START Supplied material

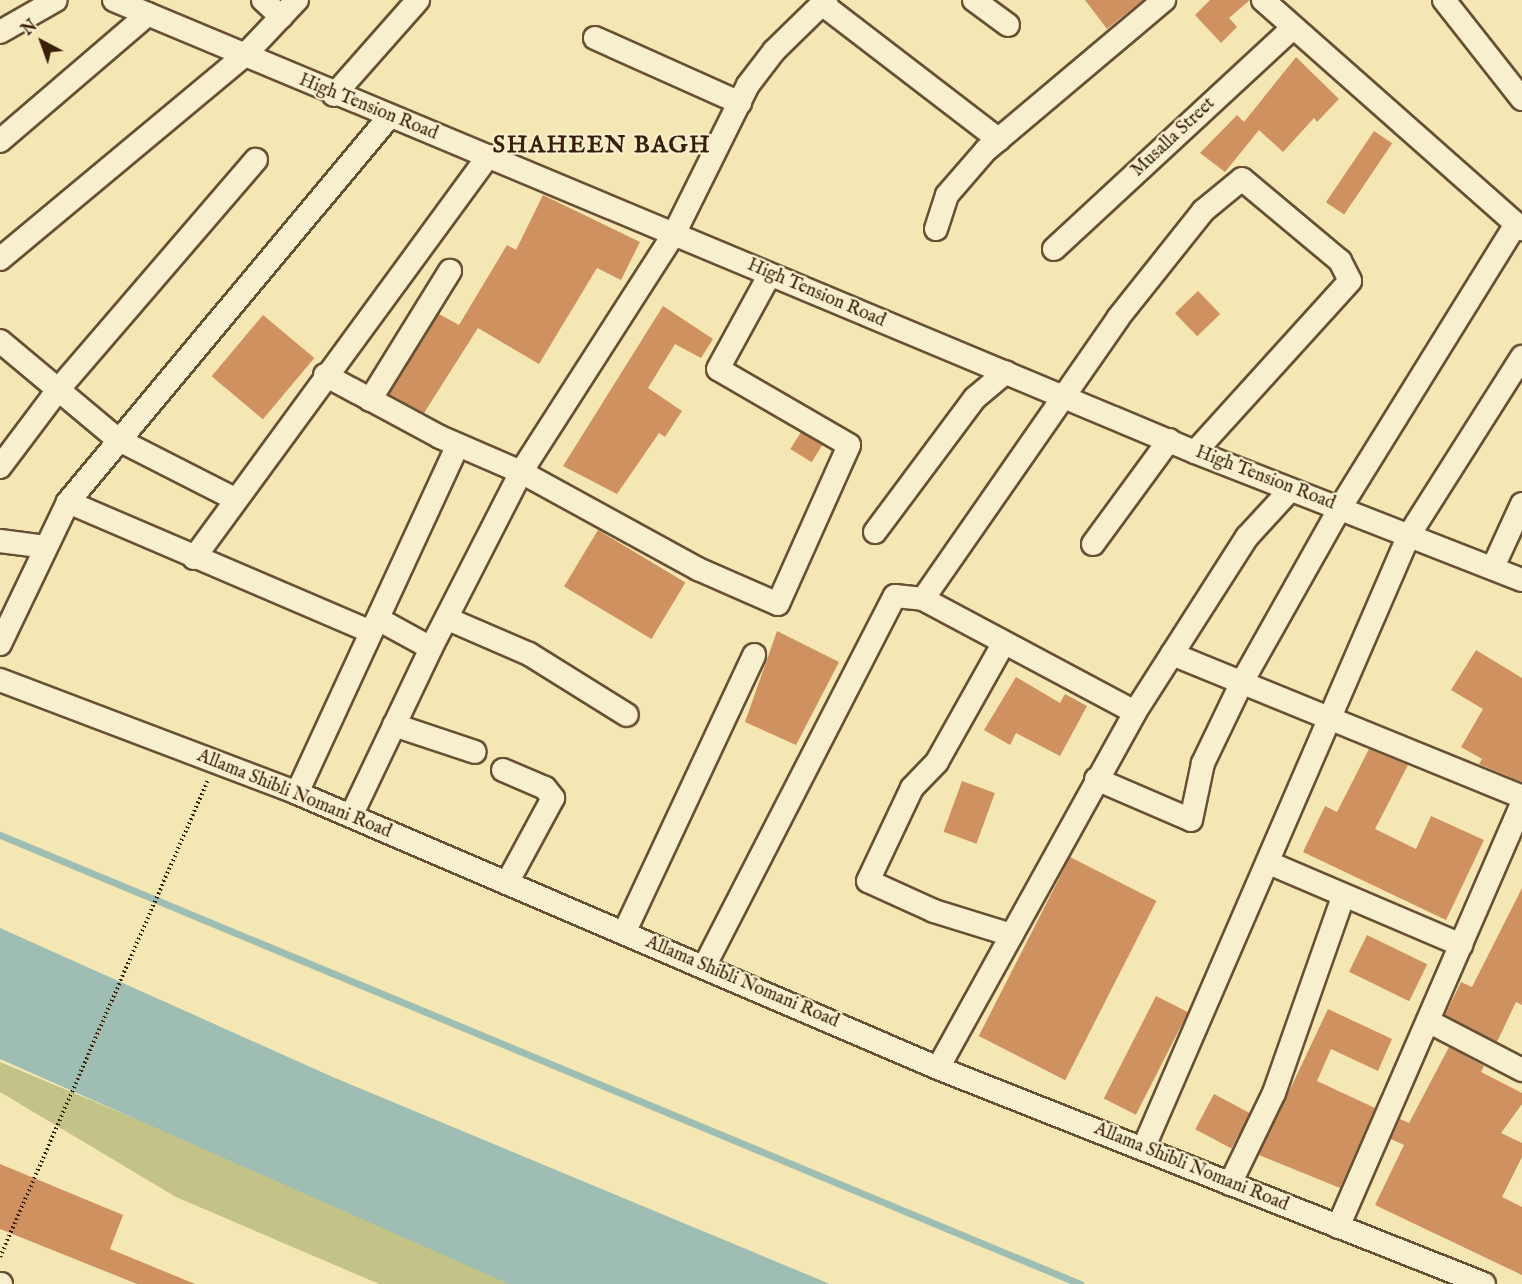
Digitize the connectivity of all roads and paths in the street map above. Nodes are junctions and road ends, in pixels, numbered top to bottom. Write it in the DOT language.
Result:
graph roads {
  1 [pos="56,0"];
  2 [pos="114,0"];
  3 [pos="263,0"];
  4 [pos="297,0"];
  5 [pos="418,0"];
  6 [pos="974,0"];
  7 [pos="1164,0"];
  8 [pos="1263,0"];
  9 [pos="1444,0"];
  10 [pos="824,2"];
  11 [pos="148,14"];
  12 [pos="281,17"];
  13 [pos="1008,25"];
  14 [pos="1293,28"];
  15 [pos="0,32"];
  16 [pos="595,38"];
  17 [pos="244,56"];
  18 [pos="334,95"];
  19 [pos="1522,99"];
  20 [pos="740,103"];
  21 [pos="389,117"];
  22 [pos="999,140"];
  23 [pos="0,141"];
  24 [pos="488,156"];
  25 [pos="256,160"];
  26 [pos="1519,226"];
  27 [pos="936,229"];
  28 [pos="674,234"];
  29 [pos="1054,249"];
  30 [pos="0,259"];
  31 [pos="450,271"];
  32 [pos="770,276"];
  33 [pos="0,341"];
  34 [pos="1522,357"];
  35 [pos="1006,372"];
  36 [pos="325,375"];
  37 [pos="57,391"];
  38 [pos="1066,393"];
  39 [pos="370,400"];
  40 [pos="117,438"];
  41 [pos="1169,440"];
  42 [pos="458,446"];
  43 [pos="1195,452"];
  44 [pos="0,467"];
  45 [pos="521,472"];
  46 [pos="1290,490"];
  47 [pos="233,498"];
  48 [pos="68,502"];
  49 [pos="1522,504"];
  50 [pos="1340,508"];
  51 [pos="875,532"];
  52 [pos="1409,535"];
  53 [pos="0,541"];
  54 [pos="1093,544"];
  55 [pos="46,547"];
  56 [pos="194,558"];
  57 [pos="1494,565"];
  58 [pos="1522,580"];
  59 [pos="923,599"];
  60 [pos="448,619"];
  61 [pos="375,626"];
  62 [pos="0,644"];
  63 [pos="1002,646"];
  64 [pos="431,648"];
  65 [pos="1172,654"];
  66 [pos="754,655"];
  67 [pos="0,680"];
  68 [pos="1242,682"];
  69 [pos="1135,712"];
  70 [pos="627,715"];
  71 [pos="1325,719"];
  72 [pos="394,725"];
  73 [pos="476,752"];
  74 [pos="216,763"];
  75 [pos="503,770"];
  76 [pos="1096,779"];
  77 [pos="297,793"];
  78 [pos="1522,797"];
  79 [pos="1522,804"];
  80 [pos="351,816"];
  81 [pos="1269,863"];
  82 [pos="507,883"];
  83 [pos="1344,897"];
  84 [pos="624,933"];
  85 [pos="1011,935"];
  86 [pos="1461,945"];
  87 [pos="704,967"];
  88 [pos="1428,1021"];
  89 [pos="938,1068"];
  90 [pos="1522,1070"];
  91 [pos="1143,1149"];
  92 [pos="1230,1184"];
  93 [pos="1338,1227"];
  94 [pos="0,1257"];
  95 [pos="1484,1284"];
  1 -- 15 [label="street"];
  2 -- 11 [label="street, High Tension Road"];
  3 -- 12 [label="street"];
  4 -- 12 [label="street"];
  5 -- 18 [label="street"];
  6 -- 13 [label="street"];
  7 -- 22 [label="street"];
  8 -- 14 [label="street"];
  9 -- 19 [label="street"];
  10 -- 20 [label="street"];
  10 -- 22 [label="street"];
  11 -- 17 [label="street, High Tension Road"];
  11 -- 23 [label="street"];
  12 -- 17 [label="street"];
  14 -- 26 [label="street"];
  14 -- 29 [label="street, Musalla Street"];
  16 -- 20 [label="street"];
  17 -- 18 [label="street, High Tension Road"];
  17 -- 30 [label="street"];
  18 -- 21 [label="street, High Tension Road"];
  20 -- 28 [label="street"];
  21 -- 24 [label="street, High Tension Road"];
  21 -- 40 [label="street"];
  22 -- 27 [label="street"];
  24 -- 28 [label="street, High Tension Road"];
  24 -- 36 [label="street"];
  25 -- 37 [label="street"];
  26 -- 50 [label="street"];
  28 -- 32 [label="street, High Tension Road"];
  28 -- 45 [label="street"];
  31 -- 39 [label="street"];
  32 -- 35 [label="street, High Tension Road"];
  32 -- 45 [label="street"];
  33 -- 37 [label="street"];
  34 -- 52 [label="street"];
  35 -- 38 [label="street, High Tension Road"];
  35 -- 51 [label="street"];
  36 -- 39 [label="street"];
  36 -- 47 [label="street"];
  37 -- 40 [label="street"];
  37 -- 44 [label="street"];
  38 -- 41 [label="street, High Tension Road"];
  38 -- 43 [label="street"];
  38 -- 59 [label="street"];
  39 -- 42 [label="street"];
  40 -- 47 [label="street"];
  40 -- 48 [label="street"];
  41 -- 43 [label="street, High Tension Road"];
  41 -- 54 [label="street"];
  42 -- 45 [label="street"];
  42 -- 61 [label="street"];
  43 -- 46 [label="street, High Tension Road"];
  45 -- 60 [label="street"];
  46 -- 50 [label="street, High Tension Road"];
  46 -- 65 [label="street"];
  47 -- 56 [label="street"];
  48 -- 55 [label="street"];
  48 -- 56 [label="street"];
  49 -- 57 [label="street"];
  50 -- 52 [label="street, High Tension Road"];
  50 -- 68 [label="street"];
  52 -- 57 [label="street, High Tension Road"];
  52 -- 71 [label="street"];
  53 -- 55 [label="street"];
  55 -- 62 [label="street"];
  56 -- 61 [label="street"];
  57 -- 58 [label="street, High Tension Road"];
  59 -- 63 [label="street"];
  59 -- 87 [label="street"];
  60 -- 64 [label="street"];
  60 -- 70 [label="street"];
  61 -- 64 [label="street"];
  61 -- 77 [label="street"];
  63 -- 69 [label="street"];
  63 -- 85 [label="street"];
  64 -- 72 [label="street"];
  65 -- 68 [label="street"];
  65 -- 69 [label="street"];
  66 -- 84 [label="street"];
  67 -- 74 [label="street, Allama Shibli Nomani Road"];
  68 -- 71 [label="street"];
  68 -- 76 [label="street"];
  69 -- 76 [label="street"];
  71 -- 78 [label="street"];
  71 -- 81 [label="street"];
  72 -- 73 [label="street"];
  72 -- 80 [label="street"];
  74 -- 77 [label="street, Allama Shibli Nomani Road"];
  74 -- 94 [label="path"];
  75 -- 82 [label="street"];
  76 -- 85 [label="street"];
  77 -- 80 [label="street, Allama Shibli Nomani Road"];
  79 -- 86 [label="street"];
  80 -- 82 [label="street, Allama Shibli Nomani Road"];
  81 -- 83 [label="street"];
  81 -- 91 [label="street"];
  82 -- 84 [label="street, Allama Shibli Nomani Road"];
  83 -- 86 [label="street"];
  83 -- 92 [label="street"];
  84 -- 87 [label="street, Allama Shibli Nomani Road"];
  85 -- 89 [label="street"];
  86 -- 88 [label="street"];
  87 -- 89 [label="street, Allama Shibli Nomani Road"];
  88 -- 90 [label="street"];
  88 -- 93 [label="street"];
  89 -- 91 [label="street, Allama Shibli Nomani Road"];
  91 -- 92 [label="street, Allama Shibli Nomani Road"];
  92 -- 93 [label="street, Allama Shibli Nomani Road"];
  93 -- 95 [label="street, Allama Shibli Nomani Road"];
}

END Supplied material

■ Try it
What you give back must match the entries exactly, apart from the omitted pictures.

■ Response box
Digitize the connectivity of all roads and paths in the street map above. Nodes are junctions and road ends, in pixels, numbered top to bottom. Write it in the DOT language.
Result:
graph roads {
  1 [pos="56,0"];
  2 [pos="114,0"];
  3 [pos="263,0"];
  4 [pos="297,0"];
  5 [pos="418,0"];
  6 [pos="974,0"];
  7 [pos="1164,0"];
  8 [pos="1263,0"];
  9 [pos="1444,0"];
  10 [pos="824,2"];
  11 [pos="148,14"];
  12 [pos="281,17"];
  13 [pos="1008,25"];
  14 [pos="1293,28"];
  15 [pos="0,32"];
  16 [pos="595,38"];
  17 [pos="244,56"];
  18 [pos="334,95"];
  19 [pos="1522,99"];
  20 [pos="740,103"];
  21 [pos="389,117"];
  22 [pos="999,140"];
  23 [pos="0,141"];
  24 [pos="488,156"];
  25 [pos="256,160"];
  26 [pos="1519,226"];
  27 [pos="936,229"];
  28 [pos="674,234"];
  29 [pos="1054,249"];
  30 [pos="0,259"];
  31 [pos="450,271"];
  32 [pos="770,276"];
  33 [pos="0,341"];
  34 [pos="1522,357"];
  35 [pos="1006,372"];
  36 [pos="325,375"];
  37 [pos="57,391"];
  38 [pos="1066,393"];
  39 [pos="370,400"];
  40 [pos="117,438"];
  41 [pos="1169,440"];
  42 [pos="458,446"];
  43 [pos="1195,452"];
  44 [pos="0,467"];
  45 [pos="521,472"];
  46 [pos="1290,490"];
  47 [pos="233,498"];
  48 [pos="68,502"];
  49 [pos="1522,504"];
  50 [pos="1340,508"];
  51 [pos="875,532"];
  52 [pos="1409,535"];
  53 [pos="0,541"];
  54 [pos="1093,544"];
  55 [pos="46,547"];
  56 [pos="194,558"];
  57 [pos="1494,565"];
  58 [pos="1522,580"];
  59 [pos="923,599"];
  60 [pos="448,619"];
  61 [pos="375,626"];
  62 [pos="0,644"];
  63 [pos="1002,646"];
  64 [pos="431,648"];
  65 [pos="1172,654"];
  66 [pos="754,655"];
  67 [pos="0,680"];
  68 [pos="1242,682"];
  69 [pos="1135,712"];
  70 [pos="627,715"];
  71 [pos="1325,719"];
  72 [pos="394,725"];
  73 [pos="476,752"];
  74 [pos="216,763"];
  75 [pos="503,770"];
  76 [pos="1096,779"];
  77 [pos="297,793"];
  78 [pos="1522,797"];
  79 [pos="1522,804"];
  80 [pos="351,816"];
  81 [pos="1269,863"];
  82 [pos="507,883"];
  83 [pos="1344,897"];
  84 [pos="624,933"];
  85 [pos="1011,935"];
  86 [pos="1461,945"];
  87 [pos="704,967"];
  88 [pos="1428,1021"];
  89 [pos="938,1068"];
  90 [pos="1522,1070"];
  91 [pos="1143,1149"];
  92 [pos="1230,1184"];
  93 [pos="1338,1227"];
  94 [pos="0,1257"];
  95 [pos="1484,1284"];
  1 -- 15 [label="street"];
  2 -- 11 [label="street, High Tension Road"];
  3 -- 12 [label="street"];
  4 -- 12 [label="street"];
  5 -- 18 [label="street"];
  6 -- 13 [label="street"];
  7 -- 22 [label="street"];
  8 -- 14 [label="street"];
  9 -- 19 [label="street"];
  10 -- 20 [label="street"];
  10 -- 22 [label="street"];
  11 -- 17 [label="street, High Tension Road"];
  11 -- 23 [label="street"];
  12 -- 17 [label="street"];
  14 -- 26 [label="street"];
  14 -- 29 [label="street, Musalla Street"];
  16 -- 20 [label="street"];
  17 -- 18 [label="street, High Tension Road"];
  17 -- 30 [label="street"];
  18 -- 21 [label="street, High Tension Road"];
  20 -- 28 [label="street"];
  21 -- 24 [label="street, High Tension Road"];
  21 -- 40 [label="street"];
  22 -- 27 [label="street"];
  24 -- 28 [label="street, High Tension Road"];
  24 -- 36 [label="street"];
  25 -- 37 [label="street"];
  26 -- 50 [label="street"];
  28 -- 32 [label="street, High Tension Road"];
  28 -- 45 [label="street"];
  31 -- 39 [label="street"];
  32 -- 35 [label="street, High Tension Road"];
  32 -- 45 [label="street"];
  33 -- 37 [label="street"];
  34 -- 52 [label="street"];
  35 -- 38 [label="street, High Tension Road"];
  35 -- 51 [label="street"];
  36 -- 39 [label="street"];
  36 -- 47 [label="street"];
  37 -- 40 [label="street"];
  37 -- 44 [label="street"];
  38 -- 41 [label="street, High Tension Road"];
  38 -- 43 [label="street"];
  38 -- 59 [label="street"];
  39 -- 42 [label="street"];
  40 -- 47 [label="street"];
  40 -- 48 [label="street"];
  41 -- 43 [label="street, High Tension Road"];
  41 -- 54 [label="street"];
  42 -- 45 [label="street"];
  42 -- 61 [label="street"];
  43 -- 46 [label="street, High Tension Road"];
  45 -- 60 [label="street"];
  46 -- 50 [label="street, High Tension Road"];
  46 -- 65 [label="street"];
  47 -- 56 [label="street"];
  48 -- 55 [label="street"];
  48 -- 56 [label="street"];
  49 -- 57 [label="street"];
  50 -- 52 [label="street, High Tension Road"];
  50 -- 68 [label="street"];
  52 -- 57 [label="street, High Tension Road"];
  52 -- 71 [label="street"];
  53 -- 55 [label="street"];
  55 -- 62 [label="street"];
  56 -- 61 [label="street"];
  57 -- 58 [label="street, High Tension Road"];
  59 -- 63 [label="street"];
  59 -- 87 [label="street"];
  60 -- 64 [label="street"];
  60 -- 70 [label="street"];
  61 -- 64 [label="street"];
  61 -- 77 [label="street"];
  63 -- 69 [label="street"];
  63 -- 85 [label="street"];
  64 -- 72 [label="street"];
  65 -- 68 [label="street"];
  65 -- 69 [label="street"];
  66 -- 84 [label="street"];
  67 -- 74 [label="street, Allama Shibli Nomani Road"];
  68 -- 71 [label="street"];
  68 -- 76 [label="street"];
  69 -- 76 [label="street"];
  71 -- 78 [label="street"];
  71 -- 81 [label="street"];
  72 -- 73 [label="street"];
  72 -- 80 [label="street"];
  74 -- 77 [label="street, Allama Shibli Nomani Road"];
  74 -- 94 [label="path"];
  75 -- 82 [label="street"];
  76 -- 85 [label="street"];
  77 -- 80 [label="street, Allama Shibli Nomani Road"];
  79 -- 86 [label="street"];
  80 -- 82 [label="street, Allama Shibli Nomani Road"];
  81 -- 83 [label="street"];
  81 -- 91 [label="street"];
  82 -- 84 [label="street, Allama Shibli Nomani Road"];
  83 -- 86 [label="street"];
  83 -- 92 [label="street"];
  84 -- 87 [label="street, Allama Shibli Nomani Road"];
  85 -- 89 [label="street"];
  86 -- 88 [label="street"];
  87 -- 89 [label="street, Allama Shibli Nomani Road"];
  88 -- 90 [label="street"];
  88 -- 93 [label="street"];
  89 -- 91 [label="street, Allama Shibli Nomani Road"];
  91 -- 92 [label="street, Allama Shibli Nomani Road"];
  92 -- 93 [label="street, Allama Shibli Nomani Road"];
  93 -- 95 [label="street, Allama Shibli Nomani Road"];
}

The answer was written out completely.